Emmanuel Leblanc, secrétaire général de la CAPEB en Saône-et-Loire
Face aux contestations, le ministre de l’Ecologie Marc Fesneau a engagé une concertation avec la filière du bâtiment. "La réforme a été décidée le 6 décembre, est entrée en vigueur le 1er janvier. On marche sur la tête, cette discussion, on aurait dû l’avoir à l’automne !", estime Emmanuel Leblanc pour qui les contraintes administratives ne concernent pas seulement le dispositif d’aide à la rénovation énergétique.
Pour obtenir un agrément RGE (Reconnu garant de l’environnement), un artisan doit ainsi monter un dossier et payer en moyenne 400 euros "Le montage du dossier peut facilement prendre une journée complète. C’est inadmissible. Nos artisans ont autre chose à faire. Et il y a toutes les complexités du quotidien. Les normes sont produites par des gens coupés des réalités".
Des propositions faites au gouvernement et l'attente de réponses "concrètes"
La CAPEB fait alors plusieurs propositions pour alléger la charge administrative des artisans du bâtiment. Le coffre-fort électrique par exemple. Une plateforme en ligne qui permettrait aux entreprises de déposer toutes leurs informations. Elle n’aurait donc pas à reproduire ces dossiers pour chaque procédure.
On a fait des propositions sur les simplifications. On attend une loi mais on ne veut pas qu’elle arrive aux calendes grecques.
Emmanuel Leblanc, secrétaire général de la CAPEB en Saône-et-Loire
Des propositions envoyées aux représentants de l’Exécutif. La filière attend désormais des actions concrètes du gouvernement et sera attentive au discours de politique générale prononcé par le nouveau Premier ministre, Gabriel Attal ce mardi 30 janvier.
"On appelle les pouvoirs publics à prendre des mesures rapides, à envoyer des signaux. Il faut qu’il soit très concret, qu’on voit immédiatement que le politique a compris et enlève un certain nombre de contraintes", affirme Emmanuel Leblanc.
Ce n’est donc qu’en cas de non-prise en compte de leurs revendications que les artisans du bâtiment pourraient mener un mouvement de contestation. "On voit ce que les agriculteurs sont en train de faire et la question qui se pose chez nous c’est : est-ce qu’il faut descendre avec des engins de chantier pour bloquer et obtenir des avancées ?’".
Selon un bilan du cabinet Altarès, en 2023, 11 000 entreprises du bâtiment ont été en défaillance, avec une hausse des cas de dépôts de bilan ou de redressements judiciaires. Plus globalement, le secteur de la construction représente 24 % des faillites en France.
"Ça monte en flèche. Vous avez la hausse de prix. Des artisans avaient fait des devis.
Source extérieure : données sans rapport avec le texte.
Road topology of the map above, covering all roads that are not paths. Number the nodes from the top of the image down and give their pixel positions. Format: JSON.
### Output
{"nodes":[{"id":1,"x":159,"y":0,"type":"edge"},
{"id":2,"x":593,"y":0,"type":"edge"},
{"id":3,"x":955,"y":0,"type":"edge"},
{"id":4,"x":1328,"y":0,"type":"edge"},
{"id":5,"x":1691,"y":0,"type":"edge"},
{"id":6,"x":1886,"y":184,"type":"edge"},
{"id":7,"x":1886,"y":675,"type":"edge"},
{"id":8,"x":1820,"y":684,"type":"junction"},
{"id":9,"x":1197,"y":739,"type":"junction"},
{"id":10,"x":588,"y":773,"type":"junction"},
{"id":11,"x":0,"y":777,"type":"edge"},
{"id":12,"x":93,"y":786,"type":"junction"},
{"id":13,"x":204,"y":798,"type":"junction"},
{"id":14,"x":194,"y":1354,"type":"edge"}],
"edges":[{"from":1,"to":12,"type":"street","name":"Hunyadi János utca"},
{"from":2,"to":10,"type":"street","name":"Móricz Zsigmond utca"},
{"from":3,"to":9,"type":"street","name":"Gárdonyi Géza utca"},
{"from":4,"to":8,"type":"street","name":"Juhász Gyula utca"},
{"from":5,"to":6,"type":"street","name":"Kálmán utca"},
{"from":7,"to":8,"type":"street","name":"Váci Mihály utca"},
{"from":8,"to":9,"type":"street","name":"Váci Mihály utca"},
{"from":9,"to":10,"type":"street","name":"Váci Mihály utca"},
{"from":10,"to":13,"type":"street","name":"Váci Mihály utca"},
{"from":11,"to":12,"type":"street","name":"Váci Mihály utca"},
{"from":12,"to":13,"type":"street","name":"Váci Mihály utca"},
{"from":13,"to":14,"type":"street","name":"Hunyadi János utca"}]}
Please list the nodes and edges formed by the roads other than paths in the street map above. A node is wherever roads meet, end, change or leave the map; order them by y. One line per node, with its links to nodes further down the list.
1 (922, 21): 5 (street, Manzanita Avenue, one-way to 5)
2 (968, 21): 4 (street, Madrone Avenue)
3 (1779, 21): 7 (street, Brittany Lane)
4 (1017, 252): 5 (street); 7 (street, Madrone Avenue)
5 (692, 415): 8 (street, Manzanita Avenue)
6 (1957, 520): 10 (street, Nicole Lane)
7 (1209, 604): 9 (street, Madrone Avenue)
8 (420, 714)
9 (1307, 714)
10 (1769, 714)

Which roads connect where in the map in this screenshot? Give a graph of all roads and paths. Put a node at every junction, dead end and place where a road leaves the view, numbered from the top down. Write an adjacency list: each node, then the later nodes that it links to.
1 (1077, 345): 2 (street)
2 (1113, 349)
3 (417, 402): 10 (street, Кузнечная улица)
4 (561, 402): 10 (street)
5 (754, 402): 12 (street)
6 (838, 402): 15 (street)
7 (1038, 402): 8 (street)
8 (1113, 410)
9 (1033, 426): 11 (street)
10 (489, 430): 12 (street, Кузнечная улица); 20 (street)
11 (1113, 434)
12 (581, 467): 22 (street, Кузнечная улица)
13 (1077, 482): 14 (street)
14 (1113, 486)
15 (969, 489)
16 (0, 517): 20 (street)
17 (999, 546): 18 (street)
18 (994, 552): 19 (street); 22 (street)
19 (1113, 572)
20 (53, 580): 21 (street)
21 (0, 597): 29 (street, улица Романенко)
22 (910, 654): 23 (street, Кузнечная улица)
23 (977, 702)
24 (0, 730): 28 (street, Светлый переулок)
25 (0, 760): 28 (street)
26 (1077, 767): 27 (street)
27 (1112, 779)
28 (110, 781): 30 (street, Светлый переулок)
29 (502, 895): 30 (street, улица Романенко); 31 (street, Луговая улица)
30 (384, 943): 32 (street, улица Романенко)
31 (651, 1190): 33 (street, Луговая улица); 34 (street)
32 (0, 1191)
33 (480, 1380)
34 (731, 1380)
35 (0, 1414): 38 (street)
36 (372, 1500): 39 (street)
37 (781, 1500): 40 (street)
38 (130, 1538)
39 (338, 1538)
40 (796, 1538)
Six mois plus tard, en retournant chez les clients, ils n’ont pas répercuté les augmentations et ont pris sur leurs charges. On a servi d’amortisseur de crise. C’est toujours le petit contre le gros", constate Emmanuel Le Blanc.
Un petit qui pourrait donc se faire entendre en reprenant les mêmes méthodes que le monde agricole.